Due process requires, at minimum, an opportunity to be heard “at a meaningful time and in a meaningful manner.” Adoption of Simone, 427 Mass. 34, 39 (1998), quoting Armstrong v. Manzo, 380 U.S. 545, 552 (1965). The multi-layered nature of the hearsay a judge may receive and consider in making a custody determination, and the fact that the current protocols frequently are applied in emergency hearings and other circumstances where full evidentiary hearings are not required, see, e.g., E.N.O. v. L.M.M., 429 Mass. 824, 834 n. 13, cert. denied, 528 U.S. 1005 (1999) (judge not required to hold full evidentiary hearing on temporary order for visitation), may mean that the litigant against whom adverse hearsay is used has no meaningful opportunity effectively to rebut the damning information, or even to know its source.

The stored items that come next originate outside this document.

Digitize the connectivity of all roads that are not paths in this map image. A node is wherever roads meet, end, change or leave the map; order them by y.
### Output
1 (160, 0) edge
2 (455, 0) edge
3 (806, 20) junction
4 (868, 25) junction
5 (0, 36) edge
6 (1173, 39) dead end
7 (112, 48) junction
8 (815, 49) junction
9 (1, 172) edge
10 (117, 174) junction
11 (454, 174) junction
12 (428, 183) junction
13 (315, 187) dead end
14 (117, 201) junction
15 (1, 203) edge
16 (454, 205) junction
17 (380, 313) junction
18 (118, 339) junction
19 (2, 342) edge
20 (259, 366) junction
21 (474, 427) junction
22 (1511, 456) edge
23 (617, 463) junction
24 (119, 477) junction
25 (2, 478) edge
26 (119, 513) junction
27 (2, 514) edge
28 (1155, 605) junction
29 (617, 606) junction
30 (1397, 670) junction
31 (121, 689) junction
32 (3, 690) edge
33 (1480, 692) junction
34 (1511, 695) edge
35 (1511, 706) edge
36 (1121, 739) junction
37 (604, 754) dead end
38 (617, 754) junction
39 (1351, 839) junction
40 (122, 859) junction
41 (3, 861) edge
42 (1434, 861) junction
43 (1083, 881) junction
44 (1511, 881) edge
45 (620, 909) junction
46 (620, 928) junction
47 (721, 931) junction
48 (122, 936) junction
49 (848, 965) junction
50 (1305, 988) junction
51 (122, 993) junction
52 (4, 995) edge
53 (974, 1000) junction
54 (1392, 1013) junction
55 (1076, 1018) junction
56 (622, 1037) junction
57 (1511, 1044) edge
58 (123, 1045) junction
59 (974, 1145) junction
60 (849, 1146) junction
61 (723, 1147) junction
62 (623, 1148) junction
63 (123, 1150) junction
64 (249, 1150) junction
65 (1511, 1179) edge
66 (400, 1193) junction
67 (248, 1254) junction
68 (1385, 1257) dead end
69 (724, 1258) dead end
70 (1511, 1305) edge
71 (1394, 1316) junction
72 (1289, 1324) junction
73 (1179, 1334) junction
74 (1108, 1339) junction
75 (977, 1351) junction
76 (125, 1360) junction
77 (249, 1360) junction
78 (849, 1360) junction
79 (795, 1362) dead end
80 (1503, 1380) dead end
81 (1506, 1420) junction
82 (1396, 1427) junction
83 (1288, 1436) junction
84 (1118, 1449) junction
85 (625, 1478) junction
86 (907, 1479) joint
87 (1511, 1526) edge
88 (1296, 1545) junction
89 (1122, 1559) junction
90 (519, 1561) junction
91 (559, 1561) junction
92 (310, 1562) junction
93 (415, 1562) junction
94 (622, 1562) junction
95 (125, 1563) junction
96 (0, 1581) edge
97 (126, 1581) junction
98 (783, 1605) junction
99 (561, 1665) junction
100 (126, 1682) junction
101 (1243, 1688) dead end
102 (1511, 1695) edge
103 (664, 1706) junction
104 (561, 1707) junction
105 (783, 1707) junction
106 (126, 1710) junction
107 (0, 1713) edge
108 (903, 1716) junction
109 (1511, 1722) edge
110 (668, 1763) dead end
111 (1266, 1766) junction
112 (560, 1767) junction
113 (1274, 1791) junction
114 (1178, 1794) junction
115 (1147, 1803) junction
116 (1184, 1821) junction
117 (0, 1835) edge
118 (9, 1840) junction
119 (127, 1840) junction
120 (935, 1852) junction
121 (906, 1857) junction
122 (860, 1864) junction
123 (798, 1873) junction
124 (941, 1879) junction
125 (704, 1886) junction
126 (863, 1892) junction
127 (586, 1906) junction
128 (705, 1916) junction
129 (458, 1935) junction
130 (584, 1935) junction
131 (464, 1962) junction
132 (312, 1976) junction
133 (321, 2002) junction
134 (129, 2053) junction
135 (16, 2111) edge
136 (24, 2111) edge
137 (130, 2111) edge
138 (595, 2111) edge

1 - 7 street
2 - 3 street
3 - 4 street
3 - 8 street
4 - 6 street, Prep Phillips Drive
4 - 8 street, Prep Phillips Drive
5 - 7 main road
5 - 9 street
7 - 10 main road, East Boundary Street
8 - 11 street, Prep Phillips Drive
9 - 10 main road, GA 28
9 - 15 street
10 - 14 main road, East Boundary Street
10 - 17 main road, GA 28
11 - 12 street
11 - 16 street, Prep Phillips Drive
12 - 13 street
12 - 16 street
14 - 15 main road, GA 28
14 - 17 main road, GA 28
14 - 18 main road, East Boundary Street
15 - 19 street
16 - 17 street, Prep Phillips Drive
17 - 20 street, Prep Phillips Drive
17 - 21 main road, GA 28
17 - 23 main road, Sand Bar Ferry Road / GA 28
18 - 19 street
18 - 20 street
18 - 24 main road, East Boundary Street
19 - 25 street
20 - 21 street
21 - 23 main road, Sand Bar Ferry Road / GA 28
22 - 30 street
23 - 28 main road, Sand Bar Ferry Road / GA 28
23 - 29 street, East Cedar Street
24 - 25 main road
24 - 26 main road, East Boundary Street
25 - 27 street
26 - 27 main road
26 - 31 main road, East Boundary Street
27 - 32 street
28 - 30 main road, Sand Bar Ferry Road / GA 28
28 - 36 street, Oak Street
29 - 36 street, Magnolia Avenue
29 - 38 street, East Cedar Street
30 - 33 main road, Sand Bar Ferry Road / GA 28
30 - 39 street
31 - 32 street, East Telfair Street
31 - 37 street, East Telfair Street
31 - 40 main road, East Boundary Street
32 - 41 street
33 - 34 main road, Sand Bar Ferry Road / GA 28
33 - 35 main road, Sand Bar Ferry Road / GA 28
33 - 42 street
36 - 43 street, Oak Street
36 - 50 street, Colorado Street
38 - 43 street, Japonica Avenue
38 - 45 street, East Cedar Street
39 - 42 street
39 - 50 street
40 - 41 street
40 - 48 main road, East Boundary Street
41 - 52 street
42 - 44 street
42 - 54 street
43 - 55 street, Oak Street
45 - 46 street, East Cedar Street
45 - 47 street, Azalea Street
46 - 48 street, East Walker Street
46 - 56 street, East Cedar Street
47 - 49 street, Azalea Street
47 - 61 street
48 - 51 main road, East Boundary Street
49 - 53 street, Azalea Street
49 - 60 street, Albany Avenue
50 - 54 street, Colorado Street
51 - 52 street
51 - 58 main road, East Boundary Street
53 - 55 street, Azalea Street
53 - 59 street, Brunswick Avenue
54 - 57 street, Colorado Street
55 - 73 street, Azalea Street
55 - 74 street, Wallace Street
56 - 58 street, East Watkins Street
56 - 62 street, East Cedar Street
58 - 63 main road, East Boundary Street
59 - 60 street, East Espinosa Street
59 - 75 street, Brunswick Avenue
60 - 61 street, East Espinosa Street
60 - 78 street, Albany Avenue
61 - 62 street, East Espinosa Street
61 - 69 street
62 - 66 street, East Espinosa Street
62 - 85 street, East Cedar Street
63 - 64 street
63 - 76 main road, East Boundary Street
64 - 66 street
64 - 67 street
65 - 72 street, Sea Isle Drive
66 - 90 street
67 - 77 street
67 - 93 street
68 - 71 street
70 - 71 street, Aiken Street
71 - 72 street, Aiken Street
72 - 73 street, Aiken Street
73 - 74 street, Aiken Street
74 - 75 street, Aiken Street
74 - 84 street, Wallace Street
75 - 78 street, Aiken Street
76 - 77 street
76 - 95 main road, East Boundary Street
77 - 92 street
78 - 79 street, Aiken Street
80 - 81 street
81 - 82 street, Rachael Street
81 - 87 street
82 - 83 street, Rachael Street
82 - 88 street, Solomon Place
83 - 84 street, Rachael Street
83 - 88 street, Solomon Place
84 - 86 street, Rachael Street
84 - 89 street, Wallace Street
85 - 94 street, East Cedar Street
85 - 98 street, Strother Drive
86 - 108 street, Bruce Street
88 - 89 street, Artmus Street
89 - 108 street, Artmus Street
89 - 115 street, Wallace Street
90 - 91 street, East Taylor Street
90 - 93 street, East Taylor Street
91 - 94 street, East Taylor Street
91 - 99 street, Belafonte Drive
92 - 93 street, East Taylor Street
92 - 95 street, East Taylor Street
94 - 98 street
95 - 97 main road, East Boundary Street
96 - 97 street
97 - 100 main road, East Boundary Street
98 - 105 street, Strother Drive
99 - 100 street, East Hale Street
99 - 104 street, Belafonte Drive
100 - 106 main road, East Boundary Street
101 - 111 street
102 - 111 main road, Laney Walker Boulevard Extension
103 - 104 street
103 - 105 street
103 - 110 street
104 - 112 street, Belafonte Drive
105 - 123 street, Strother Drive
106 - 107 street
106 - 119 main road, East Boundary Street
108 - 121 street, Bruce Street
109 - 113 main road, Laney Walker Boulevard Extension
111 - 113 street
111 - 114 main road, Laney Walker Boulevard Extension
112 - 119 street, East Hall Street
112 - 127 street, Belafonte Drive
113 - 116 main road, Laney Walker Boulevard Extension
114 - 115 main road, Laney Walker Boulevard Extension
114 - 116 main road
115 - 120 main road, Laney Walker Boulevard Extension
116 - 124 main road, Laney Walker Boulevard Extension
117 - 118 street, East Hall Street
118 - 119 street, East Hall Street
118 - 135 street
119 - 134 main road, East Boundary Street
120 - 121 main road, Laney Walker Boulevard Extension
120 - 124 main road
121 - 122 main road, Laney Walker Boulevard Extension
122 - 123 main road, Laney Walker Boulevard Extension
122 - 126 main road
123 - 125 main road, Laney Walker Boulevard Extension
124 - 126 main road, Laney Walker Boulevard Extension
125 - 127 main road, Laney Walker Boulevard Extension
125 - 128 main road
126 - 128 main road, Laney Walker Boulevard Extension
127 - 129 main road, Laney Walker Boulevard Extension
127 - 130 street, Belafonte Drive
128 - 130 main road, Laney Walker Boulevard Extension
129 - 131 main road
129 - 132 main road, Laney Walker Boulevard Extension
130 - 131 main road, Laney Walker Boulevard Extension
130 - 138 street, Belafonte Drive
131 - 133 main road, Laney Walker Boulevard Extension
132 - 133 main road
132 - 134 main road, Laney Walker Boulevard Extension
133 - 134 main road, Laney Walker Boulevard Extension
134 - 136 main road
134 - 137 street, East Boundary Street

Under the current protocols, parties are not entitled to obtain copies of the telephone reports or department documents that may be considered substantively by the court. It is difficult to imagine how an attorney can properly prepare a client, or the client properly prepare himself or herself, to rebut the adverse information contained in a telephone report in an ongoing case without a copy of the report. A parent, for example, may not have considered certain information material in a telephone report and may not have made notes of it, only to find that the judge or opposing counsel relies heavily on that information. The respondents argue that it is proper to withhold copies because they often contain sensitive information that might be misused. Judges, however, are adept at ordering the redaction of sensitive information and fashioning appropriate protective orders for sensitive information.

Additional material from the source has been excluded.